Müşrikler, esirleri idam edecekleri yerde iki darağacı kurmuşlardı. Hubeyb’i (r.a.) darağacına kaldırıp bağlamak istedikleri sırada: “Beni bırakınız iki rekât namaz kılayım” dedi. Bıraktılar, “kıl orada” dediler. Hubeyb (r.a.), hemen namaza durup, büyük bir sükûnet içinde huşu’ile iki rekât namaz kıldı. Toplanan müşrikler, kadınlar, çocuklar heyecanla onu seyrediyorlardı. Namazını bitirdikten sonra “Vallahi eğer ölümden korkarak namazı uzattığımı zannetmeyecek olsaydınız, namazı uzatırdım ve daha çok kılardım” dedi. Böylece idam edilirken iki rekât namazı ilk kılan, âdet ve sünnet olmasına sebep olan Hubeyb bin Adiy’dir (r.a.). Peygamber efendimiz (s.a.v.) onun idam edilirken iki rekât namaz kıldığını işitince bu hareketini yerinde ve uygun bulmuştur.

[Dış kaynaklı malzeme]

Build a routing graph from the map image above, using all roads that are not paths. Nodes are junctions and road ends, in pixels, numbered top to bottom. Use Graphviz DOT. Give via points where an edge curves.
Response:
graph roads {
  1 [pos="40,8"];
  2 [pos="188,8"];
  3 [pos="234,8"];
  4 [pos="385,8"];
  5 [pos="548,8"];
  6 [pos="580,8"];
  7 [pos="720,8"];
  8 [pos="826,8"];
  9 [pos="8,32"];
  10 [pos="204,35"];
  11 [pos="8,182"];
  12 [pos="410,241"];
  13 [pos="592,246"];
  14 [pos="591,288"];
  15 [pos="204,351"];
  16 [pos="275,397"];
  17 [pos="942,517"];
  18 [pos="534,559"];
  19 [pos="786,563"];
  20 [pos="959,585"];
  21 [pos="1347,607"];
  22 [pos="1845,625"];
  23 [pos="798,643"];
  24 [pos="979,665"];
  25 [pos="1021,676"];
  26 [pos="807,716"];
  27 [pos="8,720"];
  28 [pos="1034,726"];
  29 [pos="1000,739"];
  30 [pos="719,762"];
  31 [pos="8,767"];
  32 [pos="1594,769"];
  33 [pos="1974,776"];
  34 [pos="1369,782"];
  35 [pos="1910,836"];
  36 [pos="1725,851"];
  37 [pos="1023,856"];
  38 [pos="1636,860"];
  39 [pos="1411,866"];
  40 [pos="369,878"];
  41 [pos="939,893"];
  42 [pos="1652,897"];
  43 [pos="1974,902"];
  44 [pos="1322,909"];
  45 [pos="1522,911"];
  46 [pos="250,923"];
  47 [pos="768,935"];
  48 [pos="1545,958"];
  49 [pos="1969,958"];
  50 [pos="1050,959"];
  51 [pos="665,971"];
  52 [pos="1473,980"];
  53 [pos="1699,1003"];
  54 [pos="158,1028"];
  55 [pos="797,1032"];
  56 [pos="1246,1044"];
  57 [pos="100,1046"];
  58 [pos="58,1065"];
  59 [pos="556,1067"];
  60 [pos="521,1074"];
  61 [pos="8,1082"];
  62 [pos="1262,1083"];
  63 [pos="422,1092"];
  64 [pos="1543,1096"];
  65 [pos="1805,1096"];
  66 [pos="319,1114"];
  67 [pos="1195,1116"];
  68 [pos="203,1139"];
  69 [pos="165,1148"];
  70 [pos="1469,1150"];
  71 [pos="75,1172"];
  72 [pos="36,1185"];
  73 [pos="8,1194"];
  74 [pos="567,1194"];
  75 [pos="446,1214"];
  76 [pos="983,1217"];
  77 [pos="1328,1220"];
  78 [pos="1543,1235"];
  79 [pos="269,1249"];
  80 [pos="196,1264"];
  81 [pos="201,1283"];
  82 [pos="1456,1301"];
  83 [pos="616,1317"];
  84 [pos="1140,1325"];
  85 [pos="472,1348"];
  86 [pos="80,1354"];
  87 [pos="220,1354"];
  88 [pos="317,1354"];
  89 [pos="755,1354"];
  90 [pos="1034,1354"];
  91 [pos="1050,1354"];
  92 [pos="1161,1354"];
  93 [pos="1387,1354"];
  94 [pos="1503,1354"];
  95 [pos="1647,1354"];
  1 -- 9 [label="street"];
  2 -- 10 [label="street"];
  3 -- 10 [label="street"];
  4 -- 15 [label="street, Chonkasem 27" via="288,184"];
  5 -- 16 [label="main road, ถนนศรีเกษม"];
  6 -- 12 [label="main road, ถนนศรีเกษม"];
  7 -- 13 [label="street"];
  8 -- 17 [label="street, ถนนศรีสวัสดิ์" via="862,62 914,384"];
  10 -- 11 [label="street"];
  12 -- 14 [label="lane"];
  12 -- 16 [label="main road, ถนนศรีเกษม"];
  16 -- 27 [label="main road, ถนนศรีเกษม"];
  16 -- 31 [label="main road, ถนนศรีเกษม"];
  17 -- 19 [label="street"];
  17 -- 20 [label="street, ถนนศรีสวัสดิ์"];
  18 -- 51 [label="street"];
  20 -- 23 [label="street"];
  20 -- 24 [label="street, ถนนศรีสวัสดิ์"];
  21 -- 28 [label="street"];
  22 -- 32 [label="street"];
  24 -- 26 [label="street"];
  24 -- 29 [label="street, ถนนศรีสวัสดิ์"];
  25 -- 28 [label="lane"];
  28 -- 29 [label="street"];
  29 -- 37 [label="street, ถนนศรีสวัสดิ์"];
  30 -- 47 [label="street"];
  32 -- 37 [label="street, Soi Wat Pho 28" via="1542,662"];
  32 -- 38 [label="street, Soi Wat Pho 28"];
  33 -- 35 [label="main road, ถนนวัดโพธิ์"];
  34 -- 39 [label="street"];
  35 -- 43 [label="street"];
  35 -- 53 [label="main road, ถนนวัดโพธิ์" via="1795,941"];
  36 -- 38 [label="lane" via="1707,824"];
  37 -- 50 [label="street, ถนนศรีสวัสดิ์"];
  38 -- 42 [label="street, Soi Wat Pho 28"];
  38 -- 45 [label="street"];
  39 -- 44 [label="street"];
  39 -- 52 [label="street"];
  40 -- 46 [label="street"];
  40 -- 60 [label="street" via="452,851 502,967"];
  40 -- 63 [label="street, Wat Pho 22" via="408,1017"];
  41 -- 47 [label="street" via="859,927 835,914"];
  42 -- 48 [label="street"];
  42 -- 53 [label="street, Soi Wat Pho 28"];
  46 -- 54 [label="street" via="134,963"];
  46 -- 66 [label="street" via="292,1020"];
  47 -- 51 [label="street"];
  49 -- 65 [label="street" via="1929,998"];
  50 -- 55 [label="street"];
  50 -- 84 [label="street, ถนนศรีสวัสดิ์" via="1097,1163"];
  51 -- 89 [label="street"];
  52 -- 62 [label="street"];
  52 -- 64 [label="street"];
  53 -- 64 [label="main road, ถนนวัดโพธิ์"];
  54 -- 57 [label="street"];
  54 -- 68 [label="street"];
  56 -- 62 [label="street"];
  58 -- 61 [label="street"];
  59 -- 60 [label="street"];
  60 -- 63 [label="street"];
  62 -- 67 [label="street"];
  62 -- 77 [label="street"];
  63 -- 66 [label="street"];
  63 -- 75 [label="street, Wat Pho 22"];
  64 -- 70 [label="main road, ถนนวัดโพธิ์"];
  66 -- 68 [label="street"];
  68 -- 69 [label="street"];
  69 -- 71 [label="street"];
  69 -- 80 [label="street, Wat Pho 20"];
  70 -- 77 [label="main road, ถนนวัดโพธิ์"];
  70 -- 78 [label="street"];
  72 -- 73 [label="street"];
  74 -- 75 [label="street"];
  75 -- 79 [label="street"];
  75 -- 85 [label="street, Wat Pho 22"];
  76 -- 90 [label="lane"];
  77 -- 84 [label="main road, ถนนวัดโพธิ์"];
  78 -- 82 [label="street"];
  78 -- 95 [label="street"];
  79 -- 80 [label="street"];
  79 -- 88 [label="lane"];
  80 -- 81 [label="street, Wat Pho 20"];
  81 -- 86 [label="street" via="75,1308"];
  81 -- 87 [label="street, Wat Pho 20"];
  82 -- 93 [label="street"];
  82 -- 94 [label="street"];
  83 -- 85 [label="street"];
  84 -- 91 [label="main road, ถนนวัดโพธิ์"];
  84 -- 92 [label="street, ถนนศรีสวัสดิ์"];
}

Hubeyb (r.a.) namazı kıldıktan sonra, onu tutup darağacına kaldırarak bağladılar. Yüzünü kıbleden Medine’ye doğru çevirdiler. Sonra haydi dininden dön seni serbest bırakalım dediler. Şöyle cevap verdi: “Vallahi dönmem! Bütün dünyâ benim olsa, bana verilse yine İslâmiyyetten dönmem!” Bu cevabı alan müşrikler, şimdi senin yerine Muhammed’in olmasını onun öldürülmesini ister misin, sen de evinde rahat oturasın dediler. Hubeyb (r.a.): “Ben Muhammed aleyhisselâm’ın ayağına bir diken bile batmasına asla râzı olmam!” dedi. Müşrikler alay edip, gülüşerek, “Ey Hubeyb, İslâm dininden dön eğer dönmezsen seni muhakkak öldüreceğiz” dediler. Hubeyb. (r.a.), “Allah yolunda olduktan sonra benim için öldürülmenin hiç ehemmiyeti yoktur” dedi. Zeyd bin Desinne’ye de (r.a.) bu şekilde söylediler. O da aynı cevabı vererek şehîd oldu.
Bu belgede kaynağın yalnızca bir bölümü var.